++++ DATA SUPPLIED ++++
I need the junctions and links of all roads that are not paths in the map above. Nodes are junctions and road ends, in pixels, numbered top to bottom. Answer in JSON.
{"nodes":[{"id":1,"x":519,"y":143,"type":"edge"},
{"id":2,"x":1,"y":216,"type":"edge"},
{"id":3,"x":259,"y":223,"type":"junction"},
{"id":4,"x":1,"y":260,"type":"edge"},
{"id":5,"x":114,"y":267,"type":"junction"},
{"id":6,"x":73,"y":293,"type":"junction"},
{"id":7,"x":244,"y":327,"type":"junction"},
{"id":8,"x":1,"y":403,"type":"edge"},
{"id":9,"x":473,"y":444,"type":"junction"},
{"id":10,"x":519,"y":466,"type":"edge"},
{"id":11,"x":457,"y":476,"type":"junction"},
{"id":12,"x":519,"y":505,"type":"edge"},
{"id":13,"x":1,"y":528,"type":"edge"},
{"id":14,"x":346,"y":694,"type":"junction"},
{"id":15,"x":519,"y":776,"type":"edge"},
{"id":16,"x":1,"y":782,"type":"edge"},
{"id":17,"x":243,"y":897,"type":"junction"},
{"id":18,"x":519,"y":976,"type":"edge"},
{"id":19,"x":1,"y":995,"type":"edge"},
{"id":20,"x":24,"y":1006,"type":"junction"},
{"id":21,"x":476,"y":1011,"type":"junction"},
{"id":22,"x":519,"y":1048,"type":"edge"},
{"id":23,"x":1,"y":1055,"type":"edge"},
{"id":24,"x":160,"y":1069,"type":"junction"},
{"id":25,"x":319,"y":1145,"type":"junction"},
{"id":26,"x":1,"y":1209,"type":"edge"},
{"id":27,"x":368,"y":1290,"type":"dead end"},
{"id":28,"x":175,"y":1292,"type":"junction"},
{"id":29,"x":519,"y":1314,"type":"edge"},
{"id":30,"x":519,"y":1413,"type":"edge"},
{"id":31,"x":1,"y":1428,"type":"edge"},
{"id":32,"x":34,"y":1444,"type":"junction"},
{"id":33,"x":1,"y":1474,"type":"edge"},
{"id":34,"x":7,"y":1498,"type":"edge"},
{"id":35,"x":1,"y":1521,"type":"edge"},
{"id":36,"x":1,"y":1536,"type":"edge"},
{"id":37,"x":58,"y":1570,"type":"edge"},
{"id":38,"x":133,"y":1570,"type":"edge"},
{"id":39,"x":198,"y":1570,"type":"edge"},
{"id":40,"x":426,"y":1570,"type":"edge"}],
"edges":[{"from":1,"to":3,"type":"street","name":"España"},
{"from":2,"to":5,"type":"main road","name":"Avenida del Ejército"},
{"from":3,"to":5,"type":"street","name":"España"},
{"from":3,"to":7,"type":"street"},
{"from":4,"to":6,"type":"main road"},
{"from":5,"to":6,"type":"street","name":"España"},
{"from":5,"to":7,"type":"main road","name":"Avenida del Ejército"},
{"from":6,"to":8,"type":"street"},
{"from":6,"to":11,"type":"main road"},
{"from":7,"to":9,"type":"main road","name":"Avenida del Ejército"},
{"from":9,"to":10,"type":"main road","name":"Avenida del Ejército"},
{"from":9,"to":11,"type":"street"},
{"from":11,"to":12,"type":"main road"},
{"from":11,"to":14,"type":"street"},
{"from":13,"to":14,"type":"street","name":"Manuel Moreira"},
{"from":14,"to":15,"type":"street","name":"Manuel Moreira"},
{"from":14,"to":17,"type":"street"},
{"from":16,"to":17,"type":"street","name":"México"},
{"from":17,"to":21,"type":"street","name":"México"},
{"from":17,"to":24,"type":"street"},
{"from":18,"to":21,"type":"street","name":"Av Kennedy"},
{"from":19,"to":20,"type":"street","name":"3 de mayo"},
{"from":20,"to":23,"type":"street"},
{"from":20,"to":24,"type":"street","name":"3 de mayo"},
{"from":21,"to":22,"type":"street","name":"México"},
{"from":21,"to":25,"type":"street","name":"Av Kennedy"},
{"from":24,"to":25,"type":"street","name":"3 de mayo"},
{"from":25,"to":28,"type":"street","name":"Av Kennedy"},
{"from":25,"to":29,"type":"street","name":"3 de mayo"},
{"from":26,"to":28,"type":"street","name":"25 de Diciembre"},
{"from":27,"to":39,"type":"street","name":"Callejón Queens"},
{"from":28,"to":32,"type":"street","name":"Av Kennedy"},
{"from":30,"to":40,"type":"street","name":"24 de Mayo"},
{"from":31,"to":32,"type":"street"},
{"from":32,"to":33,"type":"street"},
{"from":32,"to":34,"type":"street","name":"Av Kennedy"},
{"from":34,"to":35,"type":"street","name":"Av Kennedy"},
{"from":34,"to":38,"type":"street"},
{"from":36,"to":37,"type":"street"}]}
++++
++++ DATA SUPPLIED ++++
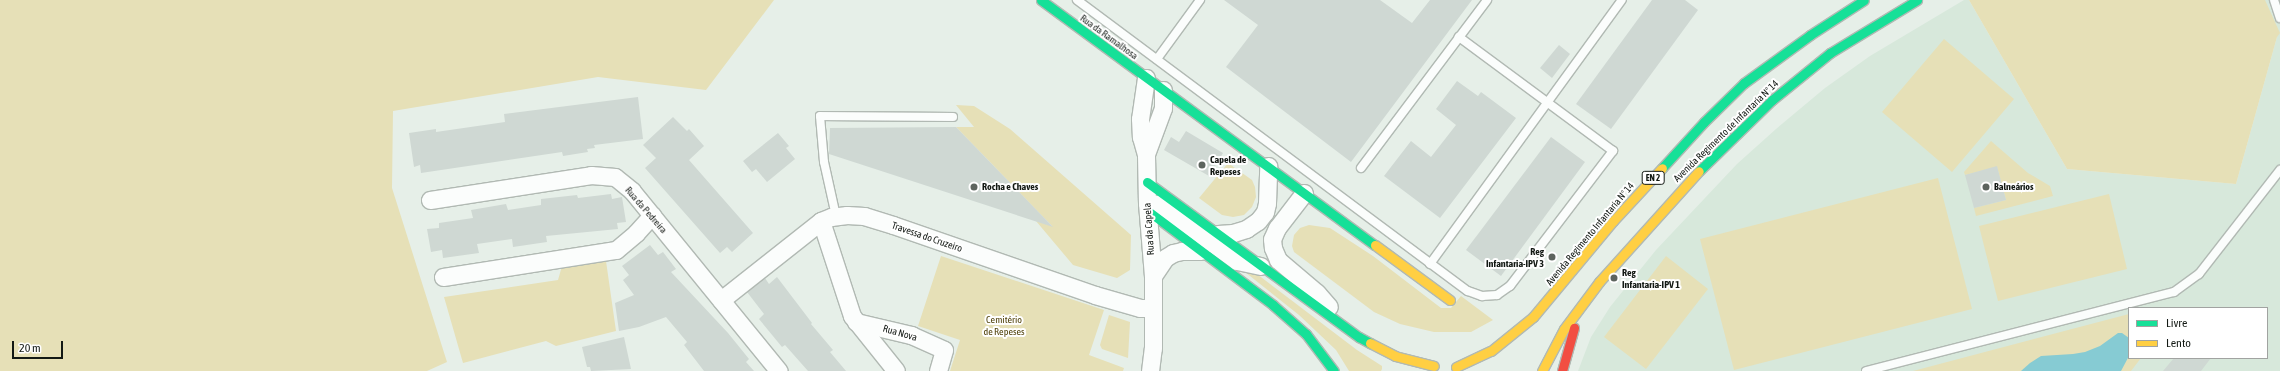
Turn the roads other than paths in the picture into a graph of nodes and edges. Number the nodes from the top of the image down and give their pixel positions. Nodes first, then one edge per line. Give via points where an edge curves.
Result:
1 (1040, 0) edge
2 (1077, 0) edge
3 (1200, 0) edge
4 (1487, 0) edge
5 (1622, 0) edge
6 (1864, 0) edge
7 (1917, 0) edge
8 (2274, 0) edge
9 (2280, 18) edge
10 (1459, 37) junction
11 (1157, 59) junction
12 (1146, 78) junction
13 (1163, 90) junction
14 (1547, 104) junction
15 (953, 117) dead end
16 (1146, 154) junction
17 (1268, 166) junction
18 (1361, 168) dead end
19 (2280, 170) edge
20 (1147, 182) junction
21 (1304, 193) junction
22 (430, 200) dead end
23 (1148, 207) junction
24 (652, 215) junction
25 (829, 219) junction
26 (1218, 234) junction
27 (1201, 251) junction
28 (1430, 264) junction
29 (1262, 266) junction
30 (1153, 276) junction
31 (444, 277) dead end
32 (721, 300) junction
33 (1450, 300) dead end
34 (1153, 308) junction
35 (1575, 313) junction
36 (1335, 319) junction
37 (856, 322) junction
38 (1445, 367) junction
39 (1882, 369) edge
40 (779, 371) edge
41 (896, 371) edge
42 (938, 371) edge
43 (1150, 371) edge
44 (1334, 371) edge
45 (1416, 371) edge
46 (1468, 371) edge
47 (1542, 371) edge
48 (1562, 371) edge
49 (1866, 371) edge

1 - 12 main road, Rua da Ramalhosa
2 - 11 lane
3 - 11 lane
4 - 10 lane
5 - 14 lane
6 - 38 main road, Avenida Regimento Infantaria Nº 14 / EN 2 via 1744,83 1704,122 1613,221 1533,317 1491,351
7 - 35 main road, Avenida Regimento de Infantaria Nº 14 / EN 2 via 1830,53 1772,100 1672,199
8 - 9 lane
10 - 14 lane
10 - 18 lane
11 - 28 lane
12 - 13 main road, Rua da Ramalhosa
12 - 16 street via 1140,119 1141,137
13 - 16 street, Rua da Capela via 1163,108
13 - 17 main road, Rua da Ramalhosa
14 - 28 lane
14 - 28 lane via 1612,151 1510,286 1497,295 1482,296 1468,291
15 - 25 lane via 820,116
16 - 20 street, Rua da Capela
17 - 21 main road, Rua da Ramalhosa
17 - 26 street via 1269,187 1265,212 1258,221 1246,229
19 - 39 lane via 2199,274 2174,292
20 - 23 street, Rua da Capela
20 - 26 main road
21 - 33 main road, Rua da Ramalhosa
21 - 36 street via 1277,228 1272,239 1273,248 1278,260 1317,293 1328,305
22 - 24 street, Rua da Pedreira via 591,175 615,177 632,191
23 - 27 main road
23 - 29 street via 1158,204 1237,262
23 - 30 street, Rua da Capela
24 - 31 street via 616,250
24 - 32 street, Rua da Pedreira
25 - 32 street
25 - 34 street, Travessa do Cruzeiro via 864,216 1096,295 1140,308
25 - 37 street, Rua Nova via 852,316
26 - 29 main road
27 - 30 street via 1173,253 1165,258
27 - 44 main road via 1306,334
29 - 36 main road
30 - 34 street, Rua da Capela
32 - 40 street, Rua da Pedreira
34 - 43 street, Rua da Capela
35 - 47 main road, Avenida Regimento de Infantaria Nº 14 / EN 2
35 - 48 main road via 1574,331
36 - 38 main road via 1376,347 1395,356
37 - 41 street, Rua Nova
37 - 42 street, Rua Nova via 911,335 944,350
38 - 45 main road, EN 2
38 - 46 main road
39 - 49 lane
++++
* EXERCISE OBJECTIVE *
Would you copy each line of the records that contains "Ramalhosa"?

* WRITTEN ANSWER *
1 - 12 main road, Rua da Ramalhosa
12 - 13 main road, Rua da Ramalhosa
13 - 17 main road, Rua da Ramalhosa
17 - 21 main road, Rua da Ramalhosa
21 - 33 main road, Rua da Ramalhosa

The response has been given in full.